Most people have a cough every once in a while. It can be caused by irritants, viruses, bacteria, and more. However, sometimes, the cough doesn't seem to go away. There are various reasons for this, one of which is whooping cough. But what is whooping cough and how can you prevent it?
Understanding What Is Whooping Cough and How Can You Prevent It:
Whooping cough or pertussis disease is caused by the Bordetella pertussis bacteria. This bacteria is highly contagious, as it can be transmitted through the air, or through contact with the sputum of someone who has contracted it. Bordetella pertussis can be found in any natural environment, and people can also be carriers. If people have a weakened immune system, they are more likely to be affected by this bacteria. It is believed that around 60% of whooping cough cases happen in children under the age of 10, whose immune system is often not yet equipped to deal with this.
Usually, the symptoms of this disease tend to appear between five and 20 days after infection. It is common, in the early stages, to experience flu-like or cold-like symptoms. This includes a sore throat and a fever. However, what characterizes whooping cough is that the cough persists even when other symptoms disappear. While most common in children under 10, it can happen at any age. Once it sets in, most patients experience shortness of breath and a dry cough. Sometimes, the cough is so persistent that people do not have time to properly draw a breath either. A physician may consider whooping cough if a patient has had a persistent dry cough for two weeks or more. A throat examination and a swab of the throat sputum will be taken to confirm the presence of the bacteria.

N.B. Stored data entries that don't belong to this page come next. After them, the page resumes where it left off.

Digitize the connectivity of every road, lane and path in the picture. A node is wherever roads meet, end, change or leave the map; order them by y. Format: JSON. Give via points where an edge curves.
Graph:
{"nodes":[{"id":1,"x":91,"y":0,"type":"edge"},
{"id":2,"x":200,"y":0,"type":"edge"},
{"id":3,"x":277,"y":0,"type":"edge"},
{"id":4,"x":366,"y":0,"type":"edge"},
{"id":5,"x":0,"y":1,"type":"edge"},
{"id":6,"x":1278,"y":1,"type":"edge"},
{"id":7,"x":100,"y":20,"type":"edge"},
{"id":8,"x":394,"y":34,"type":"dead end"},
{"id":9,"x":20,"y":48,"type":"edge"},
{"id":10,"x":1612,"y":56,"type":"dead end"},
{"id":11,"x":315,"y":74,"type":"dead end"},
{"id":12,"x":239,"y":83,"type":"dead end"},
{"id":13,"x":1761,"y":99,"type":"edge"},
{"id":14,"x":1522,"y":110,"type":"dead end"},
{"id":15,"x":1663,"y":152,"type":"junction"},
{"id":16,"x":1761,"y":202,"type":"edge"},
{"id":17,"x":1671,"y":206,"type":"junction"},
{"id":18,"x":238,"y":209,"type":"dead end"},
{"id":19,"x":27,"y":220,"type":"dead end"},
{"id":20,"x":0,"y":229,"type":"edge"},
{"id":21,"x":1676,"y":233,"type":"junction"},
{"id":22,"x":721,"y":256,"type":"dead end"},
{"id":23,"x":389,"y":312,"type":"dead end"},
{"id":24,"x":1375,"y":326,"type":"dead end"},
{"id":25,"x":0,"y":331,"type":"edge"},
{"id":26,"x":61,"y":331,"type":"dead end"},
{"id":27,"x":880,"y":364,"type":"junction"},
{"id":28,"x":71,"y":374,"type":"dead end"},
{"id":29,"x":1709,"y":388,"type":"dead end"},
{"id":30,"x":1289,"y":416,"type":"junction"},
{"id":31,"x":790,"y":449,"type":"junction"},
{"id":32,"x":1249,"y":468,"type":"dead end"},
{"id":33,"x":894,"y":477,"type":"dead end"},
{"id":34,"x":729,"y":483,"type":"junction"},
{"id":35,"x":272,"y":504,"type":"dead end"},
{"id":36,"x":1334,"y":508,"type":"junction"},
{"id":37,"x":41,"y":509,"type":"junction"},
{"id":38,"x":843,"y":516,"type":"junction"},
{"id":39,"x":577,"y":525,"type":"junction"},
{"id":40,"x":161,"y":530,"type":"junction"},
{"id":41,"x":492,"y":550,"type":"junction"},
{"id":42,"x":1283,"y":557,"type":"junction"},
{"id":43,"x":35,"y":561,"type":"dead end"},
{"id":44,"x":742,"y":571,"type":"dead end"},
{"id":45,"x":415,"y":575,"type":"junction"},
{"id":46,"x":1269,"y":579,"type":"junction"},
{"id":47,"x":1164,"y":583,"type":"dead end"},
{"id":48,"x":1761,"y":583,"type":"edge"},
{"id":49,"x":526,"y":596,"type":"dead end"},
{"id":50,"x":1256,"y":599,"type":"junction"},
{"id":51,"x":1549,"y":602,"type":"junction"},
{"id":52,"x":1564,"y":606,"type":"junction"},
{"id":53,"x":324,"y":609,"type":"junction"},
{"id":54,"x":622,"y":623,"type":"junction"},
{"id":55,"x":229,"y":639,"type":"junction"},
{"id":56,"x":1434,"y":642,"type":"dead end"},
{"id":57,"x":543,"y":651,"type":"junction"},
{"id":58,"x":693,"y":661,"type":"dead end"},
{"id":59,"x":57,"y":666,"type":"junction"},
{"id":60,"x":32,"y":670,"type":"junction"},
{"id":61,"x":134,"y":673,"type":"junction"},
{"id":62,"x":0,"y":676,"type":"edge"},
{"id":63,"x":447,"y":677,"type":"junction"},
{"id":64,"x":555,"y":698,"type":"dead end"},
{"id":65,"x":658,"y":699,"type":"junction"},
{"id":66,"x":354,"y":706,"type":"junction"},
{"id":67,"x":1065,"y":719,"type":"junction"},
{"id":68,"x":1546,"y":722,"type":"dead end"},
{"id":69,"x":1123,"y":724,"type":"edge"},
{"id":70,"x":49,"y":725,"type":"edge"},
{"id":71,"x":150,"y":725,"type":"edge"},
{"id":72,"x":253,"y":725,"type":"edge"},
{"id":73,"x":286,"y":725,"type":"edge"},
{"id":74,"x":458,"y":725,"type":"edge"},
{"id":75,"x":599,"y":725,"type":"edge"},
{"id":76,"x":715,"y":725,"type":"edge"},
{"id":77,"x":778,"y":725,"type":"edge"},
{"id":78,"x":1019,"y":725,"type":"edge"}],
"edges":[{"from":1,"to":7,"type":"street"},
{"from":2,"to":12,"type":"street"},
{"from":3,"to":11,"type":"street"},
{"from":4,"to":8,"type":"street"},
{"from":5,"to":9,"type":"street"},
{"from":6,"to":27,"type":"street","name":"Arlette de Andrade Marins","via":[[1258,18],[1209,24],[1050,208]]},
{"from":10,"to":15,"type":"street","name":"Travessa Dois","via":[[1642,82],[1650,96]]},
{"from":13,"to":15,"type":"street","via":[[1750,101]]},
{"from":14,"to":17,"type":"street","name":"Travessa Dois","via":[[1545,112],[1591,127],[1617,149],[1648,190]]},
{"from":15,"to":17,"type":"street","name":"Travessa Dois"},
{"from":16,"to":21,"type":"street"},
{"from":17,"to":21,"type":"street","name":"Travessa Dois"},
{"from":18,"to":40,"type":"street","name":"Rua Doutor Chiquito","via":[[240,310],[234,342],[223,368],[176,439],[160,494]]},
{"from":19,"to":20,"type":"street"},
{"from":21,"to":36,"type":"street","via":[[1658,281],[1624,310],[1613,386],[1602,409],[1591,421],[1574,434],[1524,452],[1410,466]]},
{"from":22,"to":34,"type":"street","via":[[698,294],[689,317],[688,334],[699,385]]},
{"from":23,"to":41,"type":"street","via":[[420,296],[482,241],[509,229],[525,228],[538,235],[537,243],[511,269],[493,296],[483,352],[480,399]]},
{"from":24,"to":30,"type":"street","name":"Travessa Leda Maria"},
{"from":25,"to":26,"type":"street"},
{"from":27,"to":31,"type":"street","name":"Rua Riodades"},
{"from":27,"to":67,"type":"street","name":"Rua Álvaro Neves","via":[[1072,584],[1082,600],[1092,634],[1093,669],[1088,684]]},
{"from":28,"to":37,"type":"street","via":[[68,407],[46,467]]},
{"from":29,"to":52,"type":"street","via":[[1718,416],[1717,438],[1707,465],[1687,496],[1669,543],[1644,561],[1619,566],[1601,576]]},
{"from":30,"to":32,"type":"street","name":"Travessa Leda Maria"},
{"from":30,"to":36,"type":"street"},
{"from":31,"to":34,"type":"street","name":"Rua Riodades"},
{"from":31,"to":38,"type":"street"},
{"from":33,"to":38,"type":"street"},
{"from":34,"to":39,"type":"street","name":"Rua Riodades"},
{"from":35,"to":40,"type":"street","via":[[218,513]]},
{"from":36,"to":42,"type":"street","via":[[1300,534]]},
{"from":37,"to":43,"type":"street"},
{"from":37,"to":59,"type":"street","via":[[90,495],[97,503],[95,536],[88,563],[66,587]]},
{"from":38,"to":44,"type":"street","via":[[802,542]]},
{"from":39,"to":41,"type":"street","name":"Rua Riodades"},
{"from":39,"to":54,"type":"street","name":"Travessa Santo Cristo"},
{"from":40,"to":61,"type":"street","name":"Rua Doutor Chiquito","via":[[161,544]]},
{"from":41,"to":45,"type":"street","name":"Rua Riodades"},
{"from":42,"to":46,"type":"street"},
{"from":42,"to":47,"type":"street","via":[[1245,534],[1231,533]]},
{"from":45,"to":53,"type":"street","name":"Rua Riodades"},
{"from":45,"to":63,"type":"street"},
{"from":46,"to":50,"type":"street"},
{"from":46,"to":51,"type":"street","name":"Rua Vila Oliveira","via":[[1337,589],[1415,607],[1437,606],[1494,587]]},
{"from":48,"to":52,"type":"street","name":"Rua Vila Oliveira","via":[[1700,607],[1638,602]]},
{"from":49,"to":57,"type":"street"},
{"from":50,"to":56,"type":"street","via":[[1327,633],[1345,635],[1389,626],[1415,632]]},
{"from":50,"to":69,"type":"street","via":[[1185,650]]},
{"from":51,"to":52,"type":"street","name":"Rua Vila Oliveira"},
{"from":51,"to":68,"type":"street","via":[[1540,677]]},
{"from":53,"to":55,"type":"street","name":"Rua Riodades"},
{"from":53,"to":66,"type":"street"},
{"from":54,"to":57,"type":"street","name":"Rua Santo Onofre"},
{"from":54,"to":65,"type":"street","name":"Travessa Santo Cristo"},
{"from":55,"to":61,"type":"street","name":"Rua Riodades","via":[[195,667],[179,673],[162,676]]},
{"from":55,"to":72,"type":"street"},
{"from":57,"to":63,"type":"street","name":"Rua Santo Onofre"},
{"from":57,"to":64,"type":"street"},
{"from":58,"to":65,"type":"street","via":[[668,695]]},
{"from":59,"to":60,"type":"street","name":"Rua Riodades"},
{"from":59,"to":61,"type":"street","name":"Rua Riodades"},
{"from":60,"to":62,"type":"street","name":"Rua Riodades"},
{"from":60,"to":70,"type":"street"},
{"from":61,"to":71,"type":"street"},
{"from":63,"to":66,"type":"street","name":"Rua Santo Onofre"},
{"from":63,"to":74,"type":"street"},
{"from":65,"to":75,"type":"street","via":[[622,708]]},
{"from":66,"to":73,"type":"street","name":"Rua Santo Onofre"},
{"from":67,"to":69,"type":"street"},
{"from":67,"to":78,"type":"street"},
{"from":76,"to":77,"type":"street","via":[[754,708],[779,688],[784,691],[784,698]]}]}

Dangers of Whooping Cough:
Whooping cough can be lethal if it happens in infants. In fact, some research has shown that 1 in every 500 infants who have it will die as a result. This is why you need to know what is whooping cough and how can you prevent it. Early identification is also vital so that complications can be avoided. Complications include:
– Pneumonia if the bacteria gets to the lungs
– Bleeding in the eye due to tension caused by the cough
– Seizures due to lack of oxygen to the brain
Preventing Whooping Cough:
As with every illness, prevention is better than cure. Preventing whooping cough means:
– Avoiding infected people
– Monitoring coughs and seeking help if it is persistent and you have shortness of breath
– DPT (diphtheria pertussis tetanus) vaccine
The DPT vaccine has proven to be very effective. A study in the United Kingdom has shown that, before the vaccine was offered routinely, some 200,000 new cases developed every year in the UK, which was reduced to just 2,000 after the vaccine campaign. There is no cure for whooping cough, with the bacteria eventually dying on its own. Hence, choosing to be vaccinated, or to have your children vaccinated, is generally the best course of action.